Es war einmal in Springfield, als Bart Simpson, seinen Rektor Skinner dazu manipulierte „Du bringst mich nicht dazu, Anus zu sagen!“. Was freue ich mich darüber, dass meine älteste Tochter die Serie für uns entdeckt hat.

Doch was, wenn diese Szene mehr Tiefgang besitzt, als man auf den ersten Blick vermutet? Vielleicht liegt genau hier eine Erklärung für Donald Trumps politische Wiederauferstehung im Jahr 2024 – und eine Warnung für die deutschen Bundestagswahlen 2025.

Die Trump-Formel: Aufmerksamkeit über alles

Donald Trump hat die Regeln der politischen Kommunikation neu geschrieben. Während seine Kritiker ihn zerlegten, baute er eine Bühne aus den Trümmern ihrer Empörung. Jede Schlagzeile, jede spitze Bemerkung, jeder Skandal – all das stärkte seine Präsenz. Negative Aufmerksamkeit? Egal. Aufmerksamkeit bleibt Aufmerksamkeit.

Medien, Talkshows und soziale Netzwerke besprachen ihn pausenlos. Trump „ging viral“, ob mit provokanten Tweets oder absurden Aussagen. Und die Wähler:innen, die ihn bereits mochten, sahen: „Er regt alle auf, also macht er wohl etwas richtig!“ Seine Gegner verstärkten ironischerweise sein Narrativ. So gewann er 2024, obwohl viele ihn für „unwählbar“ hielten.

Anus, Anus, Anus: Der Simpson-Effekt

Hier kommen die Simpsons ins Spiel. Wenn man etwas nicht will, sollte man es vielleicht nicht ständig wiederholen.
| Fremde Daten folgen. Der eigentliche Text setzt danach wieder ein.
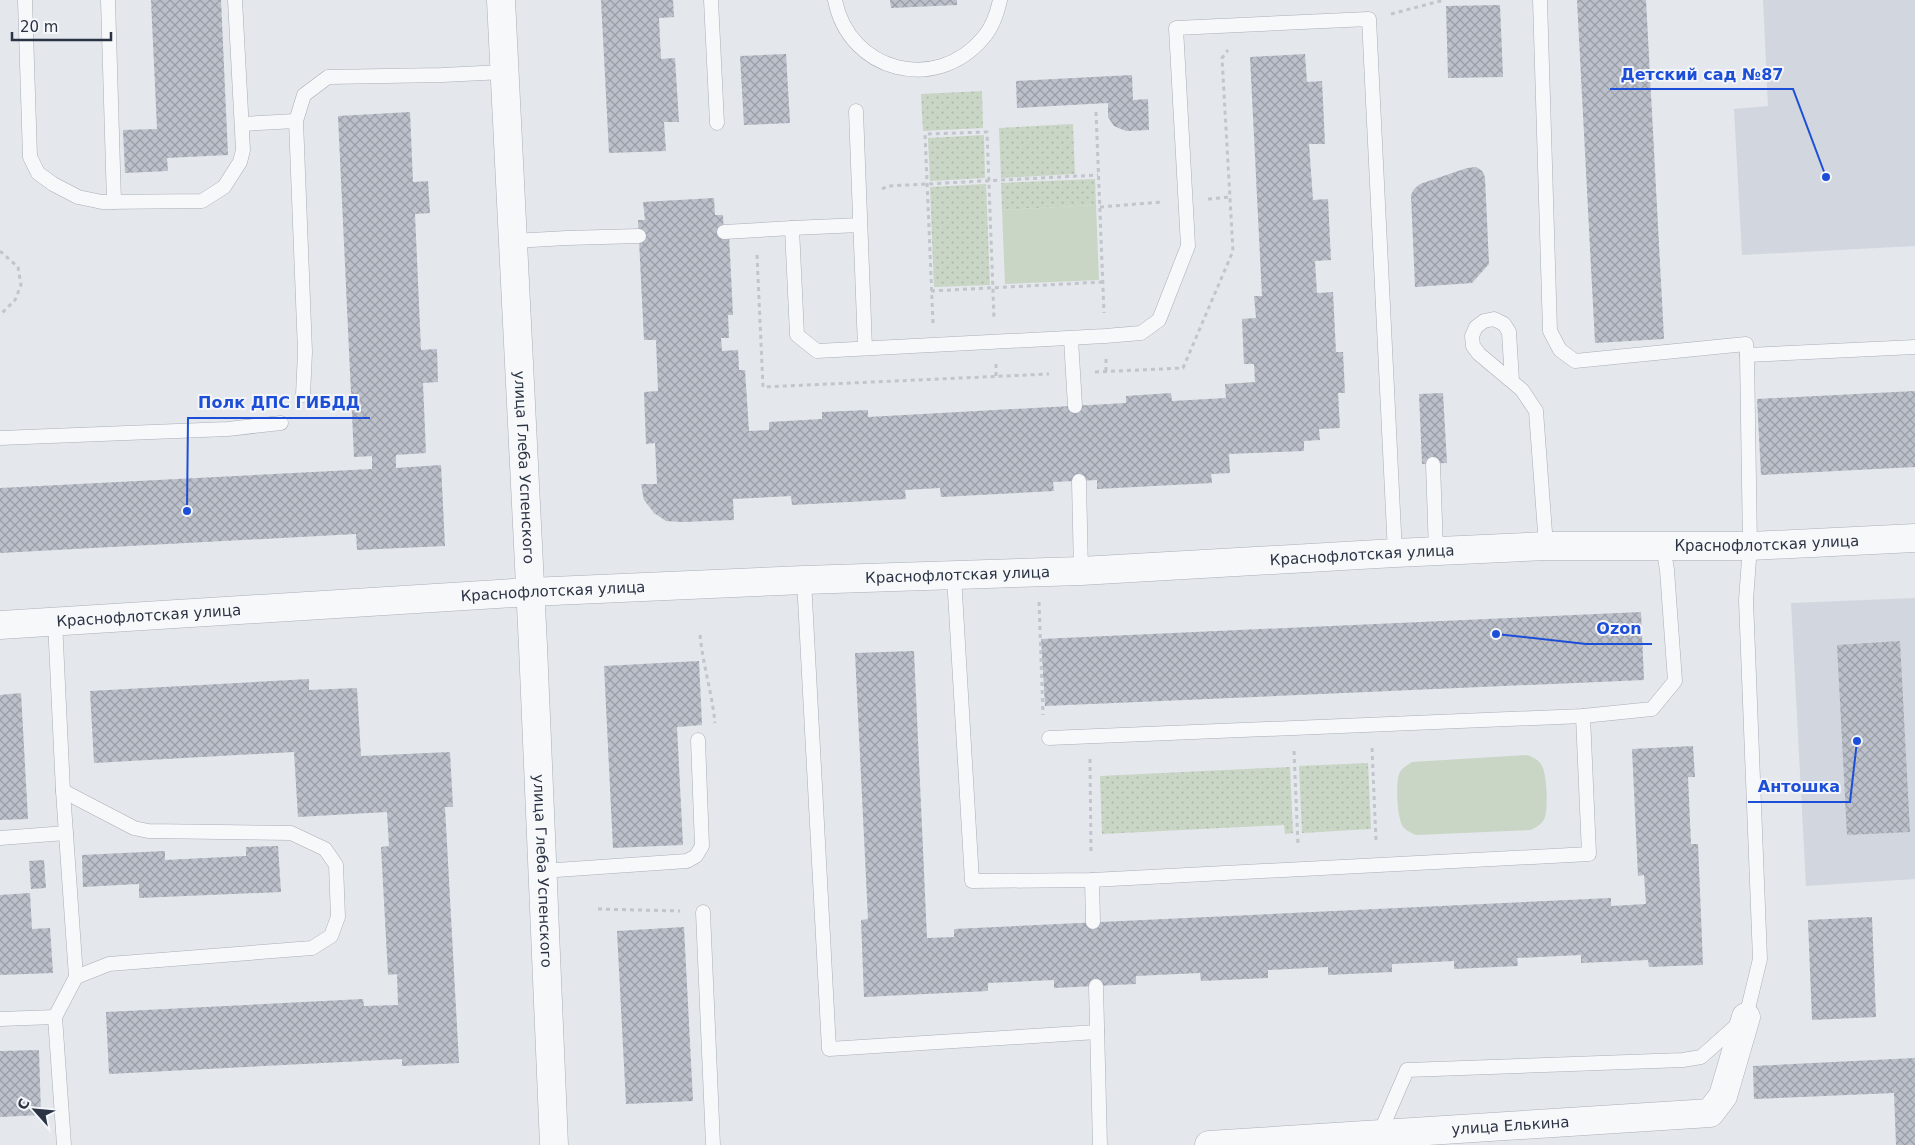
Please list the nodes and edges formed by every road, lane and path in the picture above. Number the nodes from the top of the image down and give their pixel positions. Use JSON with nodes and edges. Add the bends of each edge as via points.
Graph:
{"nodes":[{"id":1,"x":25,"y":0,"type":"edge"},
{"id":2,"x":108,"y":0,"type":"edge"},
{"id":3,"x":236,"y":0,"type":"edge"},
{"id":4,"x":501,"y":0,"type":"edge"},
{"id":5,"x":711,"y":0,"type":"edge"},
{"id":6,"x":835,"y":0,"type":"edge"},
{"id":7,"x":1000,"y":0,"type":"edge"},
{"id":8,"x":1444,"y":0,"type":"edge"},
{"id":9,"x":1540,"y":0,"type":"edge"},
{"id":10,"x":1369,"y":19,"type":"junction"},
{"id":11,"x":504,"y":72,"type":"junction"},
{"id":12,"x":856,"y":111,"type":"dead end"},
{"id":13,"x":1096,"y":112,"type":"dead end"},
{"id":14,"x":296,"y":121,"type":"junction"},
{"id":15,"x":717,"y":123,"type":"dead end"},
{"id":16,"x":242,"y":124,"type":"junction"},
{"id":17,"x":1098,"y":176,"type":"junction"},
{"id":18,"x":989,"y":181,"type":"junction"},
{"id":19,"x":927,"y":184,"type":"junction"},
{"id":20,"x":859,"y":200,"type":"junction"},
{"id":21,"x":114,"y":202,"type":"junction"},
{"id":22,"x":860,"y":226,"type":"junction"},
{"id":23,"x":792,"y":228,"type":"junction"},
{"id":24,"x":724,"y":232,"type":"dead end"},
{"id":25,"x":639,"y":236,"type":"dead end"},
{"id":26,"x":513,"y":241,"type":"junction"},
{"id":27,"x":0,"y":251,"type":"edge"},
{"id":28,"x":1103,"y":282,"type":"junction"},
{"id":29,"x":993,"y":288,"type":"junction"},
{"id":30,"x":931,"y":291,"type":"junction"},
{"id":31,"x":0,"y":315,"type":"edge"},
{"id":32,"x":1105,"y":336,"type":"junction"},
{"id":33,"x":1071,"y":339,"type":"junction"},
{"id":34,"x":995,"y":342,"type":"junction"},
{"id":35,"x":934,"y":345,"type":"junction"},
{"id":36,"x":1915,"y":347,"type":"edge"},
{"id":37,"x":865,"y":348,"type":"junction"},
{"id":38,"x":1746,"y":355,"type":"junction"},
{"id":39,"x":1106,"y":371,"type":"dead end"},
{"id":40,"x":996,"y":376,"type":"dead end"},
{"id":41,"x":935,"y":379,"type":"dead end"},
{"id":42,"x":1512,"y":381,"type":"dead end"},
{"id":43,"x":303,"y":396,"type":"dead end"},
{"id":44,"x":1075,"y":406,"type":"dead end"},
{"id":45,"x":282,"y":423,"type":"dead end"},
{"id":46,"x":0,"y":438,"type":"edge"},
{"id":47,"x":1433,"y":464,"type":"dead end"},
{"id":48,"x":1079,"y":481,"type":"dead end"},
{"id":49,"x":1915,"y":538,"type":"edge"},
{"id":50,"x":1546,"y":546,"type":"junction"},
{"id":51,"x":1663,"y":546,"type":"junction"},
{"id":52,"x":1750,"y":546,"type":"junction"},
{"id":53,"x":1436,"y":551,"type":"junction"},
{"id":54,"x":1396,"y":553,"type":"junction"},
{"id":55,"x":1081,"y":571,"type":"junction"},
{"id":56,"x":954,"y":576,"type":"junction"},
{"id":57,"x":804,"y":580,"type":"junction"},
{"id":58,"x":530,"y":592,"type":"junction"},
{"id":59,"x":1039,"y":599,"type":"dead end"},
{"id":60,"x":55,"y":621,"type":"junction"},
{"id":61,"x":0,"y":625,"type":"edge"},
{"id":62,"x":700,"y":635,"type":"dead end"},
{"id":63,"x":1584,"y":716,"type":"junction"},
{"id":64,"x":1371,"y":724,"type":"junction"},
{"id":65,"x":1293,"y":728,"type":"junction"},
{"id":66,"x":1090,"y":736,"type":"junction"},
{"id":67,"x":1049,"y":738,"type":"joint"},
{"id":68,"x":698,"y":744,"type":"joint"},
{"id":69,"x":63,"y":791,"type":"junction"},
{"id":70,"x":66,"y":834,"type":"junction"},
{"id":71,"x":0,"y":838,"type":"edge"},
{"id":72,"x":1378,"y":865,"type":"junction"},
{"id":73,"x":1299,"y":869,"type":"junction"},
{"id":74,"x":542,"y":871,"type":"junction"},
{"id":75,"x":1092,"y":880,"type":"junction"},
{"id":76,"x":598,"y":909,"type":"dead end"},
{"id":77,"x":703,"y":912,"type":"joint"},
{"id":78,"x":1093,"y":922,"type":"dead end"},
{"id":79,"x":76,"y":977,"type":"junction"},
{"id":80,"x":1096,"y":986,"type":"dead end"},
{"id":81,"x":55,"y":1017,"type":"junction"},
{"id":82,"x":1746,"y":1017,"type":"junction"},
{"id":83,"x":0,"y":1019,"type":"edge"},
{"id":84,"x":1097,"y":1032,"type":"junction"},
{"id":85,"x":1379,"y":1135,"type":"junction"},
{"id":86,"x":64,"y":1145,"type":"edge"},
{"id":87,"x":554,"y":1145,"type":"edge"},
{"id":88,"x":713,"y":1145,"type":"edge"},
{"id":89,"x":1100,"y":1145,"type":"edge"},
{"id":90,"x":1209,"y":1145,"type":"edge"}],
"edges":[{"from":1,"to":21,"type":"lane","via":[[30,157],[38,173],[53,184],[78,197]]},
{"from":2,"to":21,"type":"lane"},
{"from":3,"to":16,"type":"lane"},
{"from":4,"to":11,"type":"street","name":"улица Глеба Успенского"},
{"from":5,"to":15,"type":"lane"},
{"from":6,"to":7,"type":"lane","via":[[846,30],[858,46],[874,58],[913,70],[933,69],[970,52],[995,20]]},
{"from":8,"to":10,"type":"path"},
{"from":9,"to":38,"type":"lane","via":[[1550,331],[1560,350],[1575,361],[1746,344]]},
{"from":10,"to":32,"type":"lane","via":[[1176,28],[1188,246],[1159,320],[1141,332]]},
{"from":10,"to":54,"type":"lane"},
{"from":11,"to":14,"type":"lane","via":[[328,78],[304,95]]},
{"from":11,"to":26,"type":"street","name":"улица Глеба Успенского"},
{"from":12,"to":20,"type":"lane"},
{"from":13,"to":17,"type":"path"},
{"from":14,"to":16,"type":"lane"},
{"from":14,"to":43,"type":"lane","via":[[305,352]]},
{"from":16,"to":21,"type":"lane","via":[[240,162],[224,187],[202,201]]},
{"from":17,"to":18,"type":"path"},
{"from":17,"to":28,"type":"path"},
{"from":18,"to":19,"type":"path"},
{"from":18,"to":19,"type":"path","via":[[987,132],[925,134]]},
{"from":18,"to":29,"type":"path"},
{"from":19,"to":20,"type":"path","via":[[888,186]]},
{"from":19,"to":30,"type":"path"},
{"from":20,"to":22,"type":"lane"},
{"from":22,"to":23,"type":"lane"},
{"from":22,"to":37,"type":"lane"},
{"from":23,"to":24,"type":"lane"},
{"from":23,"to":37,"type":"lane","via":[[797,335],[817,351]]},
{"from":25,"to":26,"type":"lane"},
{"from":26,"to":58,"type":"street","name":"улица Глеба Успенского"},
{"from":27,"to":31,"type":"path","via":[[18,267],[22,285],[15,300]]},
{"from":28,"to":29,"type":"path"},
{"from":28,"to":32,"type":"path"},
{"from":29,"to":30,"type":"path"},
{"from":29,"to":34,"type":"path"},
{"from":30,"to":35,"type":"path"},
{"from":32,"to":33,"type":"lane"},
{"from":32,"to":39,"type":"path"},
{"from":33,"to":34,"type":"lane"},
{"from":33,"to":44,"type":"lane"},
{"from":34,"to":35,"type":"lane"},
{"from":34,"to":40,"type":"path"},
{"from":35,"to":37,"type":"lane"},
{"from":35,"to":41,"type":"path"},
{"from":36,"to":38,"type":"lane"},
{"from":38,"to":52,"type":"lane"},
{"from":42,"to":50,"type":"lane","via":[[1536,410]]},
{"from":45,"to":46,"type":"lane","via":[[228,429]]},
{"from":47,"to":53,"type":"lane"},
{"from":48,"to":55,"type":"lane"},
{"from":49,"to":52,"type":"street","name":"Краснофлотская улица"},
{"from":50,"to":51,"type":"street","name":"Краснофлотская улица"},
{"from":50,"to":53,"type":"street","name":"Краснофлотская улица"},
{"from":51,"to":52,"type":"street","name":"Краснофлотская улица"},
{"from":51,"to":63,"type":"lane","via":[[1675,681],[1652,709]]},
{"from":52,"to":82,"type":"lane","via":[[1746,600],[1760,959]]},
{"from":53,"to":54,"type":"street","name":"Краснофлотская улица"},
{"from":54,"to":55,"type":"street","name":"Краснофлотская улица"},
{"from":55,"to":56,"type":"street","name":"Краснофлотская улица"},
{"from":56,"to":57,"type":"street","name":"Краснофлотская улица"},
{"from":56,"to":75,"type":"lane","via":[[972,881]]},
{"from":57,"to":58,"type":"street","name":"Краснофлотская улица"},
{"from":57,"to":84,"type":"lane","via":[[829,1049]]},
{"from":58,"to":60,"type":"street","name":"Краснофлотская улица"},
{"from":58,"to":74,"type":"street","name":"улица Глеба Успенского"},
{"from":59,"to":67,"type":"path","via":[[1042,709]]},
{"from":60,"to":61,"type":"street","name":"Краснофлотская улица"},
{"from":60,"to":69,"type":"lane"},
{"from":62,"to":68,"type":"path","via":[[716,729],[709,742]]},
{"from":63,"to":64,"type":"lane"},
{"from":63,"to":72,"type":"lane","via":[[1589,854]]},
{"from":64,"to":65,"type":"lane"},
{"from":64,"to":72,"type":"path"},
{"from":65,"to":66,"type":"lane"},
{"from":65,"to":73,"type":"path"},
{"from":66,"to":67,"type":"lane"},
{"from":66,"to":75,"type":"path"},
{"from":68,"to":74,"type":"lane","via":[[702,846],[696,856],[687,861]]},
{"from":69,"to":70,"type":"lane"},
{"from":69,"to":79,"type":"lane","via":[[134,828],[291,833],[325,849],[336,865],[338,917],[331,936],[312,948],[109,964]]},
{"from":70,"to":71,"type":"lane"},
{"from":70,"to":79,"type":"lane"},
{"from":72,"to":73,"type":"lane"},
{"from":73,"to":75,"type":"lane"},
{"from":74,"to":87,"type":"street","name":"улица Глеба Успенского"},
{"from":75,"to":78,"type":"lane"},
{"from":76,"to":77,"type":"path"},
{"from":77,"to":88,"type":"lane"},
{"from":79,"to":81,"type":"lane"},
{"from":80,"to":84,"type":"lane"},
{"from":81,"to":83,"type":"lane"},
{"from":81,"to":86,"type":"lane"},
{"from":82,"to":85,"type":"lane","via":[[1701,1057],[1683,1060],[1408,1070]]},
{"from":82,"to":85,"type":"street","name":"улица Елькина","via":[[1723,1096],[1710,1114]]},
{"from":84,"to":89,"type":"lane"},
{"from":85,"to":90,"type":"street","name":"улица Елькина"}]}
Wer Trump nicht will, sollte aufhören, ihn zum Mittelpunkt aller Diskussionen zu machen. Bart Simpsons Satz ist ein perfektes Beispiel für den paradoxen Effekt: Je mehr man etwas vermeiden möchte, desto stärker manifestiert es sich.

Negative Publicity dreht sich wie ein Bumerang. Trump gewann durch die Energie, die seine Kritiker ihm widmeten. Seine Anhänger blieben begeistert, seine Gegner erschöpften sich in Diskussionen. Am Ende blieb nur er im Rampenlicht. In Deutschland könnte sich dieser Effekt 2025 wiederholen, sei es mit der CDU oder anderen polarisierenden Parteien.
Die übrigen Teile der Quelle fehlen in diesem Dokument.